Juventude do JPP critica “indiferença” dos governos em relação a problemas na mobilidade dos estudantes
A Juventude do Juntos pelo Povo (JPP) acusou esta sexta-feira os governos PSD/CDS, na Região e na República, de “profunda indiferença” para com os estudantes madeirenses que estudam no continente, confrontados que estão, desde o dia 15 de Junho, com a suspensão do programa “Estudante Insular” e com a falta de uma alterantiva.
“Esta decisão surge numa altura particularmente sensível, quando muitos estudantes ainda se encontram a concluir a época de exames e a preparar as suas deslocações de regresso à Madeira, sem saberem se o vão conseguir face aos preços escandalosos que a TAP e demais companhias aéreas estão a exigir pelas passagens, preços completamente inacessíveis aos orçamentos de muitas famílias”, denuncia a dirigente da Juventude do JPP e autarca, Andreia Gouveia.
Depois de um ano de estudo, de exames e sacrifícios para suportar despesas elevadas com a habitação e a alimentação, aquilo que os governos regional e nacional do PSD oferecem aos estudantes madeirenses e às famílias é incerteza, instabilidade e imprevisibilidade". Andreia Gouveia
Para a jovem dirigente, este problema, se não for resolvido rapidamente, irá afectar também os jovens que este ano ingressam no ensino superior e que dependem deste mecanismo para prosseguir os seus estudos em igualdade de circunstâncias com os restantes estudantes do país.
Andreia Gouveia diz que o JPP tem procurado que o Governo da República apresente uma solução alterantiva e recorda que o deputado do JPP no parlamento nacional, Filipe Sousa, tem alertado para as consequências desta suspensão. “Infelizmente, a resposta do Governo foi marcada pela indiferença e pela falta de soluções concretas para um problema que afecta directamente milhares de famílias”, sublinha.
Na sua opinião, a passividade do Governo Regional e a indiferença da República, demonstram um profundo desconhecimento da realidade que se vive na Madeira. “Os madeirenses enfrentam diariamente um custo de vida elevado, rendimentos muitas vezes insuficientes e despesas acrescidas decorrentes da insularidade. Agora, são ainda confrontados com a possibilidade de terem de suportar integralmente o custo das viagens aéreas, e isso não está ao alcance de muitas famílias”, refere.
A pergunta que a dirigente do JPP coloca é simples: “Como é que uma família consegue pagar uma passagem aérea que pode custar entre 500 a 700 euros, ou até mais, sem qualquer garantia de reembolso ou apoio?
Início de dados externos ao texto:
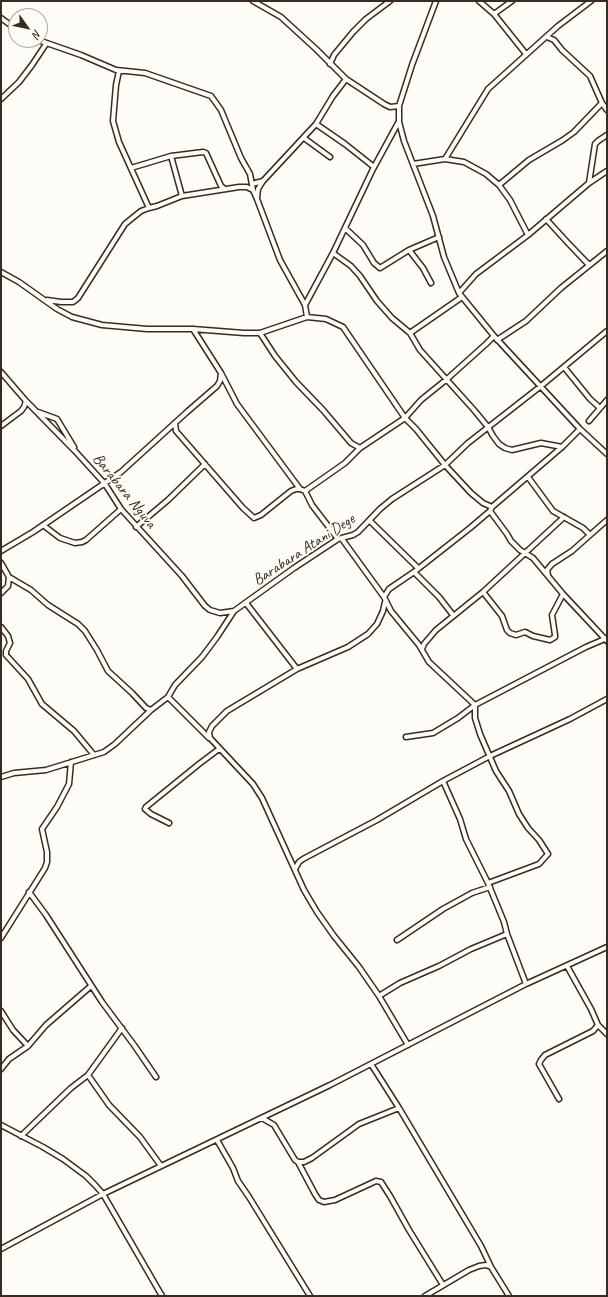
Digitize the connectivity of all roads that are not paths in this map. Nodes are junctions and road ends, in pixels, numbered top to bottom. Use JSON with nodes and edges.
{"nodes":[{"id":1,"x":252,"y":1,"type":"edge"},
{"id":2,"x":390,"y":1,"type":"edge"},
{"id":3,"x":436,"y":1,"type":"edge"},
{"id":4,"x":479,"y":1,"type":"edge"},
{"id":5,"x":512,"y":1,"type":"edge"},
{"id":6,"x":591,"y":1,"type":"edge"},
{"id":7,"x":494,"y":14,"type":"junction"},
{"id":8,"x":547,"y":37,"type":"junction"},
{"id":9,"x":48,"y":45,"type":"edge"},
{"id":10,"x":43,"y":48,"type":"edge"},
{"id":11,"x":526,"y":54,"type":"junction"},
{"id":12,"x":330,"y":64,"type":"junction"},
{"id":13,"x":119,"y":71,"type":"junction"},
{"id":14,"x":346,"y":79,"type":"junction"},
{"id":15,"x":1,"y":99,"type":"edge"},
{"id":16,"x":602,"y":103,"type":"junction"},
{"id":17,"x":400,"y":106,"type":"junction"},
{"id":18,"x":607,"y":110,"type":"edge"},
{"id":19,"x":398,"y":122,"type":"junction"},
{"id":20,"x":316,"y":124,"type":"junction"},
{"id":21,"x":607,"y":135,"type":"edge"},
{"id":22,"x":304,"y":138,"type":"junction"},
{"id":23,"x":171,"y":156,"type":"junction"},
{"id":24,"x":330,"y":157,"type":"dead end"},
{"id":25,"x":445,"y":159,"type":"junction"},
{"id":26,"x":413,"y":164,"type":"junction"},
{"id":27,"x":374,"y":167,"type":"junction"},
{"id":28,"x":131,"y":168,"type":"junction"},
{"id":29,"x":607,"y":170,"type":"edge"},
{"id":30,"x":263,"y":181,"type":"junction"},
{"id":31,"x":589,"y":183,"type":"junction"},
{"id":32,"x":252,"y":184,"type":"junction"},
{"id":33,"x":499,"y":185,"type":"junction"},
{"id":34,"x":225,"y":189,"type":"junction"},
{"id":35,"x":253,"y":190,"type":"junction"},
{"id":36,"x":182,"y":196,"type":"junction"},
{"id":37,"x":257,"y":199,"type":"junction"},
{"id":38,"x":149,"y":208,"type":"junction"},
{"id":39,"x":546,"y":219,"type":"junction"},
{"id":40,"x":346,"y":228,"type":"junction"},
{"id":41,"x":528,"y":235,"type":"junction"},
{"id":42,"x":439,"y":237,"type":"junction"},
{"id":43,"x":409,"y":250,"type":"junction"},
{"id":44,"x":607,"y":251,"type":"edge"},
{"id":45,"x":333,"y":253,"type":"junction"},
{"id":46,"x":589,"y":265,"type":"junction"},
{"id":47,"x":1,"y":272,"type":"edge"},
{"id":48,"x":431,"y":283,"type":"dead end"},
{"id":49,"x":460,"y":295,"type":"junction"},
{"id":50,"x":47,"y":300,"type":"junction"},
{"id":51,"x":305,"y":305,"type":"junction"},
{"id":52,"x":308,"y":316,"type":"junction"},
{"id":53,"x":193,"y":329,"type":"junction"},
{"id":54,"x":607,"y":331,"type":"edge"},
{"id":55,"x":260,"y":333,"type":"junction"},
{"id":56,"x":410,"y":334,"type":"junction"},
{"id":57,"x":494,"y":336,"type":"junction"},
{"id":58,"x":497,"y":340,"type":"junction"},
{"id":59,"x":564,"y":367,"type":"junction"},
{"id":60,"x":1,"y":372,"type":"edge"},
{"id":61,"x":221,"y":373,"type":"junction"},
{"id":62,"x":447,"y":380,"type":"junction"},
{"id":63,"x":541,"y":386,"type":"junction"},
{"id":64,"x":607,"y":400,"type":"edge"},
{"id":65,"x":26,"y":401,"type":"junction"},
{"id":66,"x":600,"y":408,"type":"junction"},
{"id":67,"x":37,"y":411,"type":"junction"},
{"id":68,"x":405,"y":418,"type":"junction"},
{"id":69,"x":589,"y":421,"type":"dead end"},
{"id":70,"x":174,"y":423,"type":"junction"},
{"id":71,"x":1,"y":426,"type":"edge"},
{"id":72,"x":488,"y":427,"type":"junction"},
{"id":73,"x":168,"y":428,"type":"junction"},
{"id":74,"x":176,"y":430,"type":"junction"},
{"id":75,"x":580,"y":430,"type":"junction"},
{"id":76,"x":562,"y":447,"type":"junction"},
{"id":77,"x":360,"y":448,"type":"junction"},
{"id":78,"x":75,"y":451,"type":"junction"},
{"id":79,"x":607,"y":454,"type":"edge"},
{"id":80,"x":205,"y":464,"type":"junction"},
{"id":81,"x":445,"y":465,"type":"junction"},
{"id":82,"x":528,"y":477,"type":"junction"},
{"id":83,"x":105,"y":484,"type":"junction"},
{"id":84,"x":302,"y":490,"type":"junction"},
{"id":85,"x":121,"y":509,"type":"junction"},
{"id":86,"x":491,"y":509,"type":"junction"},
{"id":87,"x":564,"y":517,"type":"junction"},
{"id":88,"x":607,"y":520,"type":"edge"},
{"id":89,"x":370,"y":521,"type":"junction"},
{"id":90,"x":43,"y":525,"type":"junction"},
{"id":91,"x":136,"y":527,"type":"junction"},
{"id":92,"x":590,"y":535,"type":"junction"},
{"id":93,"x":340,"y":539,"type":"junction"},
{"id":94,"x":1,"y":551,"type":"edge"},
{"id":95,"x":525,"y":554,"type":"junction"},
{"id":96,"x":1,"y":562,"type":"edge"},
{"id":97,"x":418,"y":568,"type":"junction"},
{"id":98,"x":414,"y":572,"type":"junction"},
{"id":99,"x":10,"y":577,"type":"junction"},
{"id":100,"x":549,"y":577,"type":"junction"},
{"id":101,"x":483,"y":592,"type":"junction"},
{"id":102,"x":1,"y":593,"type":"edge"},
{"id":103,"x":563,"y":594,"type":"junction"},
{"id":104,"x":384,"y":599,"type":"junction"},
{"id":105,"x":246,"y":603,"type":"junction"},
{"id":106,"x":234,"y":611,"type":"junction"},
{"id":107,"x":454,"y":614,"type":"junction"},
{"id":108,"x":1,"y":627,"type":"edge"},
{"id":109,"x":606,"y":639,"type":"edge"},
{"id":110,"x":422,"y":649,"type":"junction"},
{"id":111,"x":297,"y":669,"type":"junction"},
{"id":112,"x":168,"y":697,"type":"junction"},
{"id":113,"x":607,"y":699,"type":"edge"},
{"id":114,"x":475,"y":705,"type":"junction"},
{"id":115,"x":151,"y":710,"type":"junction"},
{"id":116,"x":406,"y":737,"type":"dead end"},
{"id":117,"x":210,"y":738,"type":"junction"},
{"id":118,"x":219,"y":749,"type":"junction"},
{"id":119,"x":94,"y":755,"type":"junction"},
{"id":120,"x":490,"y":756,"type":"junction"},
{"id":121,"x":71,"y":762,"type":"junction"},
{"id":122,"x":1,"y":777,"type":"edge"},
{"id":123,"x":443,"y":781,"type":"junction"},
{"id":124,"x":169,"y":823,"type":"dead end"},
{"id":125,"x":298,"y":862,"type":"junction"},
{"id":126,"x":292,"y":863,"type":"junction"},
{"id":127,"x":295,"y":870,"type":"junction"},
{"id":128,"x":489,"y":885,"type":"junction"},
{"id":129,"x":29,"y":892,"type":"junction"},
{"id":130,"x":507,"y":934,"type":"junction"},
{"id":131,"x":1,"y":938,"type":"edge"},
{"id":132,"x":397,"y":940,"type":"dead end"},
{"id":133,"x":607,"y":947,"type":"edge"},
{"id":134,"x":567,"y":966,"type":"junction"},
{"id":135,"x":526,"y":984,"type":"junction"},
{"id":136,"x":91,"y":986,"type":"junction"},
{"id":137,"x":379,"y":996,"type":"junction"},
{"id":138,"x":1,"y":1011,"type":"edge"},
{"id":139,"x":598,"y":1024,"type":"junction"},
{"id":140,"x":122,"y":1028,"type":"junction"},
{"id":141,"x":607,"y":1034,"type":"edge"},
{"id":142,"x":408,"y":1045,"type":"junction"},
{"id":143,"x":28,"y":1046,"type":"junction"},
{"id":144,"x":371,"y":1064,"type":"junction"},
{"id":145,"x":1,"y":1069,"type":"edge"},
{"id":146,"x":88,"y":1075,"type":"junction"},
{"id":147,"x":156,"y":1077,"type":"dead end"},
{"id":148,"x":559,"y":1099,"type":"dead end"},
{"id":149,"x":399,"y":1108,"type":"junction"},
{"id":150,"x":274,"y":1112,"type":"junction"},
{"id":151,"x":262,"y":1118,"type":"junction"},
{"id":152,"x":272,"y":1122,"type":"junction"},
{"id":153,"x":1,"y":1125,"type":"edge"},
{"id":154,"x":21,"y":1136,"type":"junction"},
{"id":155,"x":217,"y":1140,"type":"junction"},
{"id":156,"x":298,"y":1162,"type":"junction"},
{"id":157,"x":161,"y":1166,"type":"junction"},
{"id":158,"x":102,"y":1194,"type":"junction"},
{"id":159,"x":1,"y":1249,"type":"edge"},
{"id":160,"x":491,"y":1267,"type":"junction"},
{"id":161,"x":442,"y":1285,"type":"junction"},
{"id":162,"x":162,"y":1296,"type":"edge"},
{"id":163,"x":309,"y":1296,"type":"edge"},
{"id":164,"x":425,"y":1296,"type":"edge"},
{"id":165,"x":509,"y":1296,"type":"edge"}],
"edges":[{"from":1,"to":12,"type":"street"},
{"from":2,"to":12,"type":"street"},
{"from":3,"to":17,"type":"street"},
{"from":4,"to":7,"type":"street"},
{"from":5,"to":7,"type":"street"},
{"from":6,"to":8,"type":"street"},
{"from":7,"to":11,"type":"street"},
{"from":8,"to":11,"type":"street"},
{"from":8,"to":16,"type":"street"},
{"from":9,"to":13,"type":"street"},
{"from":10,"to":15,"type":"street"},
{"from":11,"to":25,"type":"street"},
{"from":12,"to":14,"type":"street"},
{"from":13,"to":28,"type":"street"},
{"from":13,"to":32,"type":"street"},
{"from":14,"to":17,"type":"street"},
{"from":14,"to":20,"type":"street"},
{"from":16,"to":18,"type":"street"},
{"from":16,"to":33,"type":"street"},
{"from":17,"to":19,"type":"street"},
{"from":19,"to":26,"type":"street"},
{"from":19,"to":27,"type":"street"},
{"from":20,"to":22,"type":"street"},
{"from":20,"to":27,"type":"street"},
{"from":21,"to":31,"type":"street"},
{"from":22,"to":24,"type":"street"},
{"from":22,"to":30,"type":"street"},
{"from":23,"to":28,"type":"street"},
{"from":23,"to":34,"type":"street"},
{"from":23,"to":36,"type":"street"},
{"from":25,"to":26,"type":"street"},
{"from":25,"to":33,"type":"street"},
{"from":26,"to":42,"type":"street"},
{"from":27,"to":40,"type":"street"},
{"from":28,"to":38,"type":"street"},
{"from":29,"to":31,"type":"street"},
{"from":30,"to":32,"type":"street"},
{"from":30,"to":37,"type":"street"},
{"from":31,"to":39,"type":"street"},
{"from":32,"to":35,"type":"street"},
{"from":33,"to":41,"type":"street"},
{"from":34,"to":35,"type":"street"},
{"from":34,"to":36,"type":"street"},
{"from":35,"to":37,"type":"street"},
{"from":36,"to":38,"type":"street"},
{"from":37,"to":51,"type":"street"},
{"from":38,"to":50,"type":"street"},
{"from":39,"to":41,"type":"street"},
{"from":39,"to":46,"type":"street"},
{"from":40,"to":43,"type":"street"},
{"from":40,"to":45,"type":"street"},
{"from":41,"to":49,"type":"street"},
{"from":42,"to":43,"type":"street"},
{"from":42,"to":49,"type":"street"},
{"from":43,"to":48,"type":"street"},
{"from":44,"to":46,"type":"street"},
{"from":45,"to":51,"type":"street"},
{"from":45,"to":56,"type":"street"},
{"from":46,"to":58,"type":"street"},
{"from":47,"to":50,"type":"street"},
{"from":49,"to":56,"type":"street"},
{"from":49,"to":57,"type":"street"},
{"from":50,"to":53,"type":"street"},
{"from":51,"to":52,"type":"street"},
{"from":52,"to":55,"type":"street"},
{"from":52,"to":68,"type":"street"},
{"from":53,"to":55,"type":"street"},
{"from":53,"to":61,"type":"street"},
{"from":54,"to":59,"type":"street","name":"Barabara Atani Dege"},
{"from":55,"to":77,"type":"street"},
{"from":56,"to":62,"type":"street"},
{"from":57,"to":58,"type":"street"},
{"from":57,"to":62,"type":"street"},
{"from":58,"to":63,"type":"street"},
{"from":59,"to":63,"type":"street","name":"Barabara Atani Dege"},
{"from":59,"to":66,"type":"street"},
{"from":60,"to":65,"type":"street","name":"Barabara Nguva"},
{"from":61,"to":70,"type":"street"},
{"from":61,"to":84,"type":"street"},
{"from":62,"to":68,"type":"street"},
{"from":62,"to":72,"type":"street"},
{"from":63,"to":72,"type":"street","name":"Barabara Atani Dege"},
{"from":63,"to":75,"type":"street"},
{"from":64,"to":66,"type":"street"},
{"from":65,"to":67,"type":"street","name":"Barabara Nguva"},
{"from":65,"to":71,"type":"street"},
{"from":66,"to":69,"type":"street"},
{"from":67,"to":78,"type":"street","name":"Barabara Nguva"},
{"from":67,"to":78,"type":"street"},
{"from":68,"to":77,"type":"street"},
{"from":68,"to":81,"type":"street"},
{"from":70,"to":73,"type":"street"},
{"from":70,"to":74,"type":"street"},
{"from":72,"to":76,"type":"street"},
{"from":72,"to":81,"type":"street","name":"Barabara Atani Dege"},
{"from":73,"to":74,"type":"street"},
{"from":73,"to":83,"type":"street"},
{"from":74,"to":80,"type":"street"},
{"from":75,"to":76,"type":"street"},
{"from":75,"to":79,"type":"street"},
{"from":76,"to":82,"type":"street"},
{"from":77,"to":84,"type":"street"},
{"from":78,"to":83,"type":"street","name":"Barabara Nguva"},
{"from":80,"to":84,"type":"street"},
{"from":80,"to":91,"type":"street"},
{"from":81,"to":86,"type":"street"},
{"from":81,"to":89,"type":"street","name":"Barabara Atani Dege"},
{"from":82,"to":86,"type":"street"},
{"from":82,"to":87,"type":"street"},
{"from":83,"to":85,"type":"street","name":"Barabara Nguva"},
{"from":83,"to":90,"type":"street"},
{"from":84,"to":93,"type":"street"},
{"from":85,"to":90,"type":"street"},
{"from":85,"to":91,"type":"street","name":"Barabara Nguva"},
{"from":86,"to":95,"type":"street"},
{"from":86,"to":97,"type":"street"},
{"from":87,"to":92,"type":"street"},
{"from":87,"to":95,"type":"street"},
{"from":88,"to":92,"type":"street"},
{"from":89,"to":93,"type":"street","name":"Barabara Atani Dege"},
{"from":89,"to":97,"type":"street"},
{"from":90,"to":94,"type":"street"},
{"from":91,"to":106,"type":"street","name":"Barabara Nguva"},
{"from":92,"to":100,"type":"street"},
{"from":93,"to":104,"type":"street"},
{"from":93,"to":105,"type":"street","name":"Barabara Atani Dege"},
{"from":95,"to":100,"type":"street"},
{"from":95,"to":101,"type":"street"},
{"from":96,"to":99,"type":"street"},
{"from":97,"to":98,"type":"street"},
{"from":98,"to":104,"type":"street"},
{"from":98,"to":107,"type":"street"},
{"from":99,"to":102,"type":"street"},
{"from":99,"to":115,"type":"street"},
{"from":100,"to":103,"type":"street"},
{"from":101,"to":103,"type":"street"},
{"from":101,"to":107,"type":"street"},
{"from":103,"to":109,"type":"street"},
{"from":104,"to":110,"type":"street"},
{"from":104,"to":111,"type":"street"},
{"from":105,"to":106,"type":"street","name":"Barabara Atani Dege"},
{"from":105,"to":111,"type":"street"},
{"from":106,"to":112,"type":"street"},
{"from":107,"to":110,"type":"street"},
{"from":108,"to":119,"type":"street"},
{"from":109,"to":114,"type":"street"},
{"from":110,"to":114,"type":"street"},
{"from":111,"to":117,"type":"street"},
{"from":112,"to":115,"type":"street"},
{"from":112,"to":117,"type":"street"},
{"from":113,"to":120,"type":"street"},
{"from":114,"to":116,"type":"street"},
{"from":114,"to":120,"type":"street"},
{"from":115,"to":119,"type":"street"},
{"from":117,"to":118,"type":"street"},
{"from":118,"to":124,"type":"street"},
{"from":118,"to":126,"type":"street"},
{"from":119,"to":121,"type":"street"},
{"from":120,"to":123,"type":"street"},
{"from":120,"to":128,"type":"street"},
{"from":121,"to":122,"type":"street"},
{"from":121,"to":129,"type":"street"},
{"from":123,"to":125,"type":"street"},
{"from":123,"to":128,"type":"street"},
{"from":125,"to":126,"type":"street"},
{"from":125,"to":127,"type":"street"},
{"from":126,"to":127,"type":"street"},
{"from":127,"to":137,"type":"street"},
{"from":128,"to":130,"type":"street"},
{"from":128,"to":132,"type":"street"},
{"from":129,"to":131,"type":"street"},
{"from":129,"to":136,"type":"street"},
{"from":130,"to":135,"type":"street"},
{"from":130,"to":137,"type":"street"},
{"from":133,"to":134,"type":"street"},
{"from":134,"to":135,"type":"street"},
{"from":134,"to":139,"type":"street"},
{"from":135,"to":142,"type":"street"},
{"from":136,"to":140,"type":"street"},
{"from":136,"to":143,"type":"street"},
{"from":137,"to":142,"type":"street"},
{"from":138,"to":143,"type":"street"},
{"from":139,"to":141,"type":"street"},
{"from":139,"to":148,"type":"street"},
{"from":140,"to":146,"type":"street"},
{"from":140,"to":147,"type":"street"},
{"from":142,"to":144,"type":"street"},
{"from":143,"to":145,"type":"street"},
{"from":144,"to":149,"type":"street"},
{"from":144,"to":150,"type":"street"},
{"from":146,"to":154,"type":"street"},
{"from":146,"to":157,"type":"street"},
{"from":149,"to":156,"type":"street"},
{"from":149,"to":160,"type":"street"},
{"from":150,"to":151,"type":"street"},
{"from":150,"to":152,"type":"street"},
{"from":151,"to":152,"type":"street"},
{"from":151,"to":155,"type":"street"},
{"from":152,"to":156,"type":"street"},
{"from":153,"to":154,"type":"street"},
{"from":154,"to":158,"type":"street"},
{"from":155,"to":157,"type":"street"},
{"from":155,"to":163,"type":"street"},
{"from":156,"to":161,"type":"street"},
{"from":157,"to":158,"type":"street"},
{"from":158,"to":159,"type":"street"},
{"from":158,"to":162,"type":"street"},
{"from":160,"to":161,"type":"street"},
{"from":160,"to":165,"type":"street"},
{"from":161,"to":164,"type":"street"}]}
Como é que um estudante consegue planear a sua vida académica quando lhe é retirado um instrumento fundamental para assegurar a sua mobilidade?”
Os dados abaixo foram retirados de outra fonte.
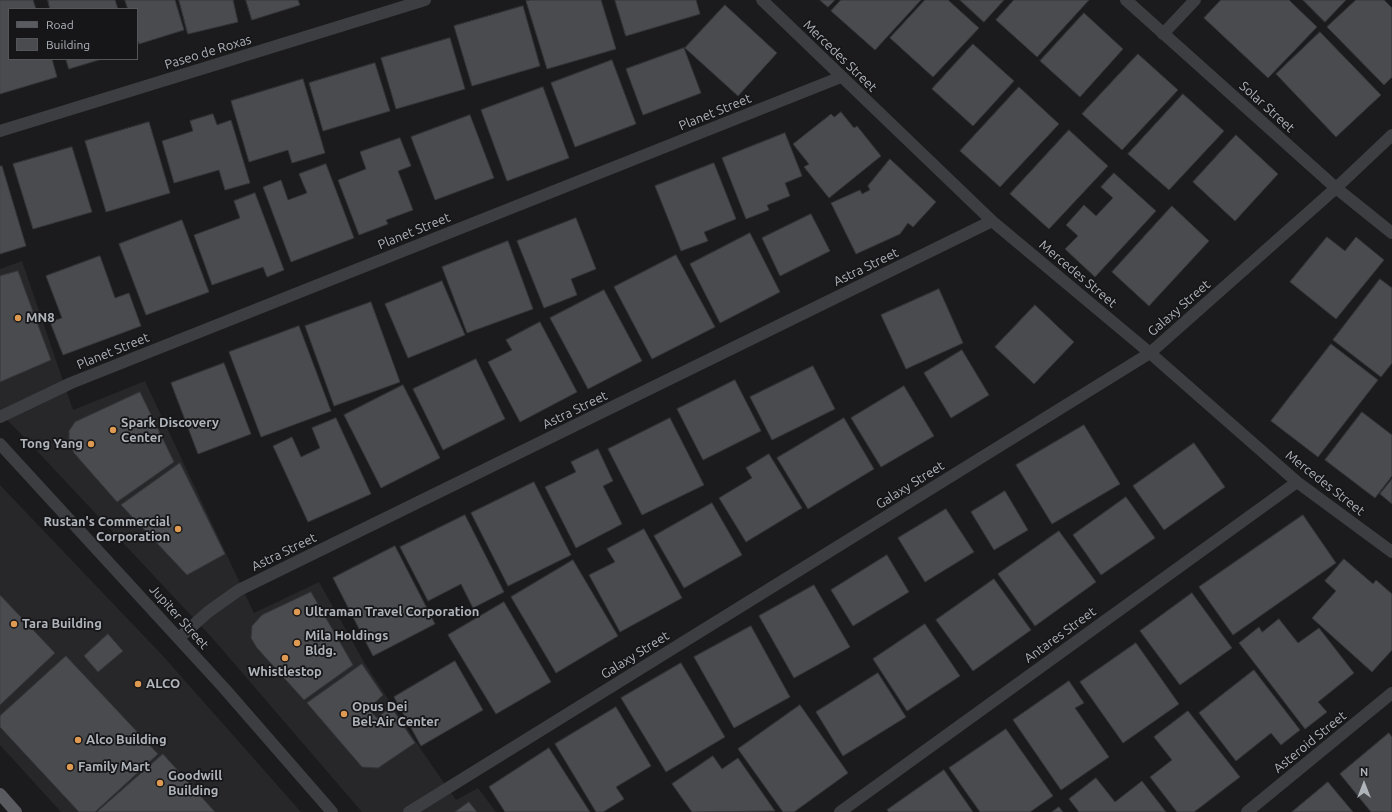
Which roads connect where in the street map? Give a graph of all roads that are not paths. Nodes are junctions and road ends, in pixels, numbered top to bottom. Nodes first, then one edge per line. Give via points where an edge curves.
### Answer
1 (424, 0) edge
2 (762, 0) edge
3 (1126, 0) edge
4 (1195, 0) edge
5 (1163, 34) junction
6 (841, 77) junction
7 (0, 130) edge
8 (1392, 135) edge
9 (1336, 188) junction
10 (992, 221) junction
11 (1392, 233) edge
12 (1150, 353) junction
13 (0, 417) edge
14 (0, 444) edge
15 (1297, 482) junction
16 (1392, 552) edge
17 (179, 638) junction
18 (1392, 693) edge
19 (0, 794) edge
20 (16, 812) edge
21 (332, 812) edge
22 (409, 812) edge
23 (840, 812) edge
24 (1246, 812) edge

1 - 7 street, Paseo de Roxas
2 - 6 street, Mercedes Street
3 - 5 street, Solar Street
4 - 5 street
5 - 9 street, Solar Street
6 - 10 street, Mercedes Street
6 - 13 street, Planet Street via 71,383
8 - 9 street, Galaxy Street
9 - 11 street, Solar Street
9 - 12 street, Galaxy Street
10 - 12 street, Mercedes Street
10 - 17 street, Astra Street via 239,590 208,612
12 - 15 street, Mercedes Street
12 - 22 street, Galaxy Street
14 - 17 street, Jupiter Street
15 - 16 street, Mercedes Street
15 - 23 street, Antares Street
17 - 21 street, Jupiter Street
18 - 24 street, Asteroid Street
19 - 20 main road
Andreia Gouveia diz não aceitar que os estudantes madeirenses sejam penalizados apenas por viverem numa região ultraperiférica, nem que a insularidade continue a representar um obstáculo ao acesso à educação e à igualdade de oportunidades.
A Juventude do JPP exorta os governos da Região e da República a apresentarem “soluções imediatas para este problema e a reporem de forma célere um mecanismo que assegure aos estudantes a previsibilidade, a segurança e o apoio de que necessitam, num momento em que estão a planear o seu regresso à Madeira, depois de um ano de estudo. Os jovens da Madeira merecem respeito. Merecem ser ouvidos. E merecem que os seus direitos sejam defendidos”.
Andreia Gouveia afirma que o acesso à educação não pode ficar dependente da capacidade financeira de cada família para pagar, do seu próprio bolso, os custos da insularidade. “É tempo de o Governo da República e o Governo Regional assumirem as suas responsabilidades e garantir que nenhum estudante fique para trás”, conclui.